Comisión Europea abre investigación contra Snapchat por menores
Europa investiga cómo Snapchat expone a menores a riesgos digitales mientras crecen las dudas sobre sus sistemas de protección y control dentro de la plataforma.
Las autoridades buscan determinar si Snapchat cumple con las exigencias de seguridad para menores establecidas en la normativa europea, en medio de preocupaciones por contenido ilegal, contactos peligrosos y fallas en la verificación de edad.
Una investigación que apunta a la seguridad de menores
La Comisión Europea abrió un procedimiento formal para analizar si Snapchat garantiza un entorno seguro para menores dentro de su servicio. La decisión se basa en evaluaciones previas y reportes de riesgo presentados por la propia plataforma.
Las autoridades consideran que existen indicios de que Snapchat no estaría cumpliendo plenamente con los estándares exigidos en Europa, especialmente en lo relacionado con la protección de usuarios jóvenes.
En otras palabras, el foco no está solo en lo que ocurre dentro de la app, sino en cómo está diseñada para prevenir esos riesgos desde el inicio.
Verificación de edad bajo cuestionamiento
Uno de los puntos centrales de la investigación es el sistema de verificación de edad. Actualmente, Snapchat permite que los usuarios se registren indicando su edad sin mecanismos sólidos de comprobación.
Esto abre la puerta a que menores de edad accedan a la plataforma sin restricciones o que adultos puedan hacerse pasar por adolescentes.
La Comisión considera que este sistema no es suficiente para garantizar una experiencia adecuada para menores ni para evitar interacciones riesgosas.
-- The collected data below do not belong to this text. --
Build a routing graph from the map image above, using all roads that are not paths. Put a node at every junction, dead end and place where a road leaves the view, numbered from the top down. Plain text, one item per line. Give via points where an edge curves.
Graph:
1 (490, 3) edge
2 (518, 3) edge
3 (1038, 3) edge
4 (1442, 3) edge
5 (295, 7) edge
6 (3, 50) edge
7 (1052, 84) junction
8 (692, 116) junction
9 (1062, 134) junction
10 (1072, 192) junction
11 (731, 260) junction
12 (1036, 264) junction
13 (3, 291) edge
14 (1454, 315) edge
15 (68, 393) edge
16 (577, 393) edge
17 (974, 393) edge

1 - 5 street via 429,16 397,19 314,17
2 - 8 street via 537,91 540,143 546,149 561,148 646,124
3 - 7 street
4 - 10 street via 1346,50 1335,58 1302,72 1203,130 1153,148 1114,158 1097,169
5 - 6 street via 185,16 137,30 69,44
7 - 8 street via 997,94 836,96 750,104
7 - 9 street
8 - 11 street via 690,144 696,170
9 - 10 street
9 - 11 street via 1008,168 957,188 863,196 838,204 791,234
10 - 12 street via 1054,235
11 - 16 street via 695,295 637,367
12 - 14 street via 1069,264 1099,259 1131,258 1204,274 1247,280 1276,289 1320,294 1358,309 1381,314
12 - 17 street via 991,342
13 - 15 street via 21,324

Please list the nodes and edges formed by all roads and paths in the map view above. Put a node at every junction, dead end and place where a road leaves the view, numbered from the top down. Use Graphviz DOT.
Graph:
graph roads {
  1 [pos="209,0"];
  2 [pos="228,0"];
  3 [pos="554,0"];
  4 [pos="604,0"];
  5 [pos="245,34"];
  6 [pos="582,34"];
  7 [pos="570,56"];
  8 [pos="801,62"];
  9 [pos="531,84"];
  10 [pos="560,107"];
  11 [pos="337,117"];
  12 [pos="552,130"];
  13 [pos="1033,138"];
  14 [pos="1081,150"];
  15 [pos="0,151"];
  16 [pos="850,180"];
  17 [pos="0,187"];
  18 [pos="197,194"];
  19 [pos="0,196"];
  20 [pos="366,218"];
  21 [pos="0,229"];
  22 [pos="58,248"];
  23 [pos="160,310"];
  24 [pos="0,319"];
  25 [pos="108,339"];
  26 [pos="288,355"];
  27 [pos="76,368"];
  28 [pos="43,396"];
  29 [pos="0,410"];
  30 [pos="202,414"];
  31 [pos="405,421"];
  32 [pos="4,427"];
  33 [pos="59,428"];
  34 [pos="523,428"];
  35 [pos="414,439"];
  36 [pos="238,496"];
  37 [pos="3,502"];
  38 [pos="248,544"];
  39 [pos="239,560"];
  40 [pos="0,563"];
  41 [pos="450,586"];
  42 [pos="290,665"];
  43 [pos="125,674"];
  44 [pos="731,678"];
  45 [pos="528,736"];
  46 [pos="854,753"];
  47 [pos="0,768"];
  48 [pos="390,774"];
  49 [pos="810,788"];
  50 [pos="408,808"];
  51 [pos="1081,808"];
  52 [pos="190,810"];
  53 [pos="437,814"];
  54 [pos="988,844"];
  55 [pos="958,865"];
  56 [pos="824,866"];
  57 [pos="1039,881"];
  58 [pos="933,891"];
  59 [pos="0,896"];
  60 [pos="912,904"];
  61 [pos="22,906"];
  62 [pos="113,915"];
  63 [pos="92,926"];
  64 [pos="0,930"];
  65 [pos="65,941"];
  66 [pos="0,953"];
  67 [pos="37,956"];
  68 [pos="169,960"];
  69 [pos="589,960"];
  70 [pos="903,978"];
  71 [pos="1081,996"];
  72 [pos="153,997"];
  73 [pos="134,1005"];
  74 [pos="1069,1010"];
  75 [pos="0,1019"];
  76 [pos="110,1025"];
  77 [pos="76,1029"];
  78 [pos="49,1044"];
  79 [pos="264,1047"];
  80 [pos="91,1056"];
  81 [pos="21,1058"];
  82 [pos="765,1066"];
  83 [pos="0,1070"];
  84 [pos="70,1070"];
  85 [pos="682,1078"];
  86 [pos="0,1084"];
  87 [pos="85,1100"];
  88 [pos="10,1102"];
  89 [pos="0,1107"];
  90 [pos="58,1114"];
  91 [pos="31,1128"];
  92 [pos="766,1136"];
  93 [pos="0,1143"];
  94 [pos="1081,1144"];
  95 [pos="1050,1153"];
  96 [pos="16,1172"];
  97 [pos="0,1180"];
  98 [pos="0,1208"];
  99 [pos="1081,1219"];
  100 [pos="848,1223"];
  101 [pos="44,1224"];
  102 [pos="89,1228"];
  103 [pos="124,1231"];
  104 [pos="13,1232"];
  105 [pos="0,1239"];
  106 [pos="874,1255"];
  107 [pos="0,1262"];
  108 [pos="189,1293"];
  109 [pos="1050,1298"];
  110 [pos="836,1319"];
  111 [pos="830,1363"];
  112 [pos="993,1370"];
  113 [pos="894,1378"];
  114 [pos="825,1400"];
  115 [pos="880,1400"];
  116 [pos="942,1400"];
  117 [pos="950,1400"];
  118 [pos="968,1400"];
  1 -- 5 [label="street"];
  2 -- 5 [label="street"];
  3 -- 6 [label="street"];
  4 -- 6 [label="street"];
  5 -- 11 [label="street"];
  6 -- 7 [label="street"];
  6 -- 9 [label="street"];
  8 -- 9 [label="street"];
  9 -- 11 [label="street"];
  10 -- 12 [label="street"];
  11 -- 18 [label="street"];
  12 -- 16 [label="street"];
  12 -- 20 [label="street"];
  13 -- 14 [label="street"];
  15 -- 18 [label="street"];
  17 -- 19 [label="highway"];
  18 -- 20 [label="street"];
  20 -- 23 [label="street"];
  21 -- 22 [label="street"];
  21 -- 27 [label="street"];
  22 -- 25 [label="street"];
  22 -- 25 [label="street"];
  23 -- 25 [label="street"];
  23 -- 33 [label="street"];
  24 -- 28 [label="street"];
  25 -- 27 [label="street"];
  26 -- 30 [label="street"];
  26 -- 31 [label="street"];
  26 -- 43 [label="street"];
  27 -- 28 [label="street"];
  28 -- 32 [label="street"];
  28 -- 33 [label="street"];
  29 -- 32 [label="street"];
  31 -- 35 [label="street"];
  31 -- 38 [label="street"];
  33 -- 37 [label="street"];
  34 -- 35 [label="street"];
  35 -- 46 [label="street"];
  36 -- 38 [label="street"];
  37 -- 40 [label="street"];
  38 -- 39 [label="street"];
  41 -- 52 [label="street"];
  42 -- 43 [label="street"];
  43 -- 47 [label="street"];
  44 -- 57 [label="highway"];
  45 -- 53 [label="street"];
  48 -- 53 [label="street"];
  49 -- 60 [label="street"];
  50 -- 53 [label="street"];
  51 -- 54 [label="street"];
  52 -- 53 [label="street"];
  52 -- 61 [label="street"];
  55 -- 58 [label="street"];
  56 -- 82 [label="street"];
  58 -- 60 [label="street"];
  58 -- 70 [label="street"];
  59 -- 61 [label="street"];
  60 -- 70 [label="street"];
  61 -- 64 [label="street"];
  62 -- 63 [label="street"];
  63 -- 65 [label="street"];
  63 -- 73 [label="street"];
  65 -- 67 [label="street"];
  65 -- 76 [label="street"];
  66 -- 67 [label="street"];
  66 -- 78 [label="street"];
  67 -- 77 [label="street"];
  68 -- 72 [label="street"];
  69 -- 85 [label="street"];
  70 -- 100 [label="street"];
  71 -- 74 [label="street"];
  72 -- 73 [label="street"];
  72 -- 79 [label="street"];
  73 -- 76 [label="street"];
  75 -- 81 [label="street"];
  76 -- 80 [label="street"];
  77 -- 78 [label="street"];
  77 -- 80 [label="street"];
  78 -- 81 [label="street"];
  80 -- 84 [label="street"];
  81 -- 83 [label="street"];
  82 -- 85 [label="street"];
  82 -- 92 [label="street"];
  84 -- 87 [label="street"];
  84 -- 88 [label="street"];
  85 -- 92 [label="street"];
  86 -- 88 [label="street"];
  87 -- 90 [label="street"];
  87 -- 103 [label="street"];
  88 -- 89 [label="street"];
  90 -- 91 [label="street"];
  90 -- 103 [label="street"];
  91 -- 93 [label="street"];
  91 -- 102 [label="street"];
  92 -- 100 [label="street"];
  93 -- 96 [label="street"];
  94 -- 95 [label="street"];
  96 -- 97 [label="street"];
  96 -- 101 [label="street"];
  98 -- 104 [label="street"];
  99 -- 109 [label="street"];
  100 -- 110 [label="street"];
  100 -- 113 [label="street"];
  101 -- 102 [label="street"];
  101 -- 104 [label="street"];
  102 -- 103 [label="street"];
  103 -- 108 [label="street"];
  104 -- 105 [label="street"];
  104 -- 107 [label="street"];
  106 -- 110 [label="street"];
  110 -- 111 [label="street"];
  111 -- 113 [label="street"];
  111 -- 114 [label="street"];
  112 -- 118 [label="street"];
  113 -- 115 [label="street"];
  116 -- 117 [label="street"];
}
Riesgos de contacto y conductas peligrosas
Las autoridades también evalúan si Snapchat protege adecuadamente a menores frente a intentos de contacto con fines dañinos.
Se investiga la posibilidad de que adultos puedan interactuar con menores haciéndose pasar por usuarios de su misma edad, lo que podría facilitar situaciones de explotación o manipulación.
A partir de aquí, la preocupación se amplía hacia el uso de la plataforma como canal para actividades ilegales.
Contenido ilegal y productos restringidos
Otro eje clave es la circulación de información relacionada con la venta de productos ilegales o restringidos.
La investigación señala que podrían existir fallas en los sistemas de moderación de contenido que permiten la difusión de información sobre drogas, alcohol o dispositivos como vapeadores.
Además, se analiza si menores pueden acceder fácilmente a este tipo de contenido dentro de la plataforma.
Configuración y diseño de la plataforma
La Comisión cuestiona si las configuraciones predeterminadas de Snapchat ofrecen suficiente protección a los usuarios más jóvenes.
Entre los puntos señalados, se encuentra que los perfiles de menores pueden ser recomendados automáticamente a otros usuarios y que las notificaciones permanecen activas por defecto.
También se examina si la plataforma explica de manera clara cómo ajustar las opciones de privacidad y seguridad.
Dificultades para reportar contenido
Otro aspecto relevante es la forma en que los usuarios pueden denunciar contenido ilegal o comportamientos indebidos.
Las autoridades consideran que estos mecanismos podrían no ser lo suficientemente accesibles o intuitivos, lo que dificultaría su uso por parte de menores.
Incluso se analiza si el diseño de estas funciones podría inducir a errores o confusión.
Lo que podría venir para Snapchat
La apertura del proceso permite a la Comisión avanzar con solicitudes de información, entrevistas e inspecciones.
En caso de confirmarse incumplimientos, Snapchat podría enfrentar sanciones o verse obligado a modificar aspectos clave de su funcionamiento.
La investigación también se apoya en antecedentes recopilados por autoridades nacionales, incluyendo casos relacionados con la venta de productos a menores.
Y es aquí donde la historia toma peso, porque el resultado podría redefinir cómo las plataformas digitales gestionan la seguridad de menores en Europa.